Omnivore’s World Tour is back after celebrating its 10th anniversary in 2015, and the 2016 Paris edition, taking place March 6 – 8 at Maison de la Mutualité, is showcasing the creative young cuisine coming out of the city. Over the course of three days, the famed culinary fest will offer 110 demonstrations, five masterclasses, five “fucking dinners,” two pop-up dinners, and plenty more. For scheduling and ticketing information, peek here.
Hôtel Bohême is hosting its first salon de créateurs of 2016 from March 12 – 13. Head to the 11th for the two-day event and pick up some local, handmade wares from the 42 designers who will be exhibiting. And don’t forget to stop by the tea salon for a bite; Mercy Fanny will be making a unique mix of noshes with Japanese, English, and Danish influences.
For another notable foodie event, block your calendar for the evening of March 14th. Le Fooding’s first Priceless Souper of the year is taking place at Buvette and will feature a mélange of American-Japanese-Swedish chefs, including Katsuaki Okiyama of Abri, Isak Oldenburg of Isi in Nice, and Buvette’s own Jody Williams. We recommend grabbing your ticket quickly!

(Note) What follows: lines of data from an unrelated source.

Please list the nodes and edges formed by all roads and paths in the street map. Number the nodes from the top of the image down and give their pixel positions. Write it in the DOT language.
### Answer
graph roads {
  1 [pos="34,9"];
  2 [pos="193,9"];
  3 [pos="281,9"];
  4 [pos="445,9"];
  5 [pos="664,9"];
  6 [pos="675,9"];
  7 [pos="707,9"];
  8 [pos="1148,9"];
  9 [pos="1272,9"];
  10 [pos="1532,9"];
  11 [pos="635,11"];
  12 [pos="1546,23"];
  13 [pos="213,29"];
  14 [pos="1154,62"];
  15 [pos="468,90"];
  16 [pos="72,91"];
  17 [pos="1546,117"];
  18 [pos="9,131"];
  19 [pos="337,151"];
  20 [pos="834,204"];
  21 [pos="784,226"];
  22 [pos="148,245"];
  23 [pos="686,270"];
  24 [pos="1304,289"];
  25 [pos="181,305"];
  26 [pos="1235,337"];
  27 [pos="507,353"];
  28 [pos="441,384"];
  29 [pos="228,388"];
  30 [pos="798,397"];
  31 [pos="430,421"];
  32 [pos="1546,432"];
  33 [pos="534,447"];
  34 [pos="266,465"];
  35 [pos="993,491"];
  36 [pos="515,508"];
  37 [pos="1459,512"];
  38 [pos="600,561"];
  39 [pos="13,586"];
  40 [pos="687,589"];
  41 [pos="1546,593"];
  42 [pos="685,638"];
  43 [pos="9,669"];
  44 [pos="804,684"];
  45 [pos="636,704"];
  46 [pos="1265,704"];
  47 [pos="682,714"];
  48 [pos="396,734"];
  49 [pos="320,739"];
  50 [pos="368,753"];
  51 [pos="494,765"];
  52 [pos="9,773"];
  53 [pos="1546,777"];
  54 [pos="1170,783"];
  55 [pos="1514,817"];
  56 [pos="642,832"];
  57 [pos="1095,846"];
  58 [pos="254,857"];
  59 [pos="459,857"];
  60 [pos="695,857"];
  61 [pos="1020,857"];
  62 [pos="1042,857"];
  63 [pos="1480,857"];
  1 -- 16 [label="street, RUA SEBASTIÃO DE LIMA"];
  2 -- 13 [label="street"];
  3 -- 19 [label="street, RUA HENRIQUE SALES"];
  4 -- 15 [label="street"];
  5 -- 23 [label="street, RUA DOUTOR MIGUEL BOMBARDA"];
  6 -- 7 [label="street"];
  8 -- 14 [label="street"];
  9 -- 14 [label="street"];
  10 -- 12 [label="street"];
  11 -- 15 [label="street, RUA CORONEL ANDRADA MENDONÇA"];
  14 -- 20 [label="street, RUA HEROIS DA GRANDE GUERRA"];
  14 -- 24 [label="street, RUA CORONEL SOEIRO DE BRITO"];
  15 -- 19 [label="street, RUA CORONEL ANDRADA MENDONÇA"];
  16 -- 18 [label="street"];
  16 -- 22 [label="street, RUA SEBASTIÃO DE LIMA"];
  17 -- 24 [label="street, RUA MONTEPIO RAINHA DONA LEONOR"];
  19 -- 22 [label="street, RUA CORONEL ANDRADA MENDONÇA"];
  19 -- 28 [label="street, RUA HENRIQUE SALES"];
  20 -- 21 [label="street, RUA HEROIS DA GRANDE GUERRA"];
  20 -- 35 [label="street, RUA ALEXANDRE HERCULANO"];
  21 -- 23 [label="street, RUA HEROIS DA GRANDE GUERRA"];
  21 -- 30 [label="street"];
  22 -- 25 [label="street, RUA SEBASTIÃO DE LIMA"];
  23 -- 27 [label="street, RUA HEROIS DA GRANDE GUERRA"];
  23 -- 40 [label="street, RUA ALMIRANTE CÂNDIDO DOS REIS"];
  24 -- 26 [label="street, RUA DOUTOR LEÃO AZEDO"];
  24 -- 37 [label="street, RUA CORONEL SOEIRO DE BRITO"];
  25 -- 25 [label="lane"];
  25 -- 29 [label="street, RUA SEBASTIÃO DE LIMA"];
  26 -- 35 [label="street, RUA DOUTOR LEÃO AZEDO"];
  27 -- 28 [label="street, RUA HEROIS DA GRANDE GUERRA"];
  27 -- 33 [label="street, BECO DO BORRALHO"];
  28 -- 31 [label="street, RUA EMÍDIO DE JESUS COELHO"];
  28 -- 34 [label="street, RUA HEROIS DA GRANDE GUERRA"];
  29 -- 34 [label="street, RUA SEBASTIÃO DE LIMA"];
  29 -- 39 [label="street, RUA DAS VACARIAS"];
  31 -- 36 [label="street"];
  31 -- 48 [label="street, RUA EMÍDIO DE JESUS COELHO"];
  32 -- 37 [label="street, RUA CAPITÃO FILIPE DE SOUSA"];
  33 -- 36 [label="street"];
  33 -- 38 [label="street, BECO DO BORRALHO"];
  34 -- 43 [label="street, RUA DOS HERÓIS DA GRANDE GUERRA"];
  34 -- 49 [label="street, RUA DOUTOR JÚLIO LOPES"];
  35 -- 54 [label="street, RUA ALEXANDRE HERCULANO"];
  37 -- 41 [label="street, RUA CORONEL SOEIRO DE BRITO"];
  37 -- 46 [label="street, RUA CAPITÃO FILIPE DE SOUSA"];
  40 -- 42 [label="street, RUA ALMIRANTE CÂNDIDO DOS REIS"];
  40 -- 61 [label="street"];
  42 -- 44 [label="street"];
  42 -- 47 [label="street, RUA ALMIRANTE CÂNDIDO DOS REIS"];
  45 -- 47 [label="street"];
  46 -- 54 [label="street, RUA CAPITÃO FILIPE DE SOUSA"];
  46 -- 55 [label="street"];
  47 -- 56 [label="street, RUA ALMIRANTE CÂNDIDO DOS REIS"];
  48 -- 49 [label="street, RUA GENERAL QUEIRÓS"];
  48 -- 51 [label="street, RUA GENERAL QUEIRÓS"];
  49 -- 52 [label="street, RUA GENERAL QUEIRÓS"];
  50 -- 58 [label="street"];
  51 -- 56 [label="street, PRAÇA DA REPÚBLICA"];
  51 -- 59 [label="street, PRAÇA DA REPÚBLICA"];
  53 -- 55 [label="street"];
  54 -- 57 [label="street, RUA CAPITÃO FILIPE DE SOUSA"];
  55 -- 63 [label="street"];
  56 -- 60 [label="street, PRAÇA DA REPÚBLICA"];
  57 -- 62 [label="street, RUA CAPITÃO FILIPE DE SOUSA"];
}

Don’t miss the mixed musical stylings of Slovenian master Gramatik at Le Zénith on March 26th. Denis Jašarević, better known as his stage name Gramatik, creatively combines soul, jazz, hip-hop, electronic, acoustic… how it’s successful? We’re not entirely certain. Are we glad it is? Sure are. For more information and tickets, head here.
The Velvet Underground is one of those elusive groups I love to rediscover, and this month promises a wonderful opportunity to do just that. In honor of the 50th anniversary of the iconic banana album release, La Philharmonie de Paris is presenting an extensive tribute to the band- complete with concerts, workshops, film screenings, and dedicated exhibition The Velvet Underground–New York Extravaganza – beginning March 30th and running until end of summer.
One of the year’s most anticipated exhibitions is opening March 31 at the Grand Palais. Seydou Keïta, self-taught Malian photographer from Bamako, was given a Kodak Brownie camera as a child and went on to open his own studio and capture some of the most praised portraits of the Malian people. His images have a beautiful vibrancy and realism to them, but are particularly exceptional in their historical significance as a visual chronicle of Mali during its fight for independence. This one is a must-see, we promise.